__Exercise objective__: Using the listing below, return each line exactly as it reads.
+++++
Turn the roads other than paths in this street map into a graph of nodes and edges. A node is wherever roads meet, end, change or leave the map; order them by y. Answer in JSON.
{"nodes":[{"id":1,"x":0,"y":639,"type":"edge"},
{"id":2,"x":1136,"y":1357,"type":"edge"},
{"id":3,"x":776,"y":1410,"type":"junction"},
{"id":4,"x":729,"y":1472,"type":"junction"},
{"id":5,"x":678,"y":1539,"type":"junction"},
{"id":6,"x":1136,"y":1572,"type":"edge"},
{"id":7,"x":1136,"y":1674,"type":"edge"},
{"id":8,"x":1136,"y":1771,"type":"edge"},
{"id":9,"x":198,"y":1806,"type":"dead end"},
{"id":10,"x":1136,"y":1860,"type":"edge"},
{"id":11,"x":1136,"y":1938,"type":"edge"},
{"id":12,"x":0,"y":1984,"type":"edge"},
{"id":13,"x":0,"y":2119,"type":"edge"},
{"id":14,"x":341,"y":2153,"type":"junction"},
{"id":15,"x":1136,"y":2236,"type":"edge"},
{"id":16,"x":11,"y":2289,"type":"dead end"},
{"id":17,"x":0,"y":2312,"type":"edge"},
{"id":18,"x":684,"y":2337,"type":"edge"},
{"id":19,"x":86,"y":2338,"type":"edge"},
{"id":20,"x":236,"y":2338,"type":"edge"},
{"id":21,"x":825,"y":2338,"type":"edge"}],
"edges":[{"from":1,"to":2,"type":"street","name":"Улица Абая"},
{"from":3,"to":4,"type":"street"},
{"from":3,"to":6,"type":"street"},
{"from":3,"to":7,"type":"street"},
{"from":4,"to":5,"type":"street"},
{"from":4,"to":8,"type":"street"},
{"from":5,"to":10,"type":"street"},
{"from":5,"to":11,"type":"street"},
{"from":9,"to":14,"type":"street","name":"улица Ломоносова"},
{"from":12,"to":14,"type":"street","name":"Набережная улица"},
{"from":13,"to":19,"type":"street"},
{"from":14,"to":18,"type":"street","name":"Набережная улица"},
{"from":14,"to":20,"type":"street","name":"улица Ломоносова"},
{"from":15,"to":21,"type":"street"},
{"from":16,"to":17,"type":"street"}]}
+++++
__Result of the task__:
Turn the roads other than paths in this street map into a graph of nodes and edges. A node is wherever roads meet, end, change or leave the map; order them by y. Answer in JSON.
{"nodes":[{"id":1,"x":0,"y":639,"type":"edge"},
{"id":2,"x":1136,"y":1357,"type":"edge"},
{"id":3,"x":776,"y":1410,"type":"junction"},
{"id":4,"x":729,"y":1472,"type":"junction"},
{"id":5,"x":678,"y":1539,"type":"junction"},
{"id":6,"x":1136,"y":1572,"type":"edge"},
{"id":7,"x":1136,"y":1674,"type":"edge"},
{"id":8,"x":1136,"y":1771,"type":"edge"},
{"id":9,"x":198,"y":1806,"type":"dead end"},
{"id":10,"x":1136,"y":1860,"type":"edge"},
{"id":11,"x":1136,"y":1938,"type":"edge"},
{"id":12,"x":0,"y":1984,"type":"edge"},
{"id":13,"x":0,"y":2119,"type":"edge"},
{"id":14,"x":341,"y":2153,"type":"junction"},
{"id":15,"x":1136,"y":2236,"type":"edge"},
{"id":16,"x":11,"y":2289,"type":"dead end"},
{"id":17,"x":0,"y":2312,"type":"edge"},
{"id":18,"x":684,"y":2337,"type":"edge"},
{"id":19,"x":86,"y":2338,"type":"edge"},
{"id":20,"x":236,"y":2338,"type":"edge"},
{"id":21,"x":825,"y":2338,"type":"edge"}],
"edges":[{"from":1,"to":2,"type":"street","name":"Улица Абая"},
{"from":3,"to":4,"type":"street"},
{"from":3,"to":6,"type":"street"},
{"from":3,"to":7,"type":"street"},
{"from":4,"to":5,"type":"street"},
{"from":4,"to":8,"type":"street"},
{"from":5,"to":10,"type":"street"},
{"from":5,"to":11,"type":"street"},
{"from":9,"to":14,"type":"street","name":"улица Ломоносова"},
{"from":12,"to":14,"type":"street","name":"Набережная улица"},
{"from":13,"to":19,"type":"street"},
{"from":14,"to":18,"type":"street","name":"Набережная улица"},
{"from":14,"to":20,"type":"street","name":"улица Ломоносова"},
{"from":15,"to":21,"type":"street"},
{"from":16,"to":17,"type":"street"}]}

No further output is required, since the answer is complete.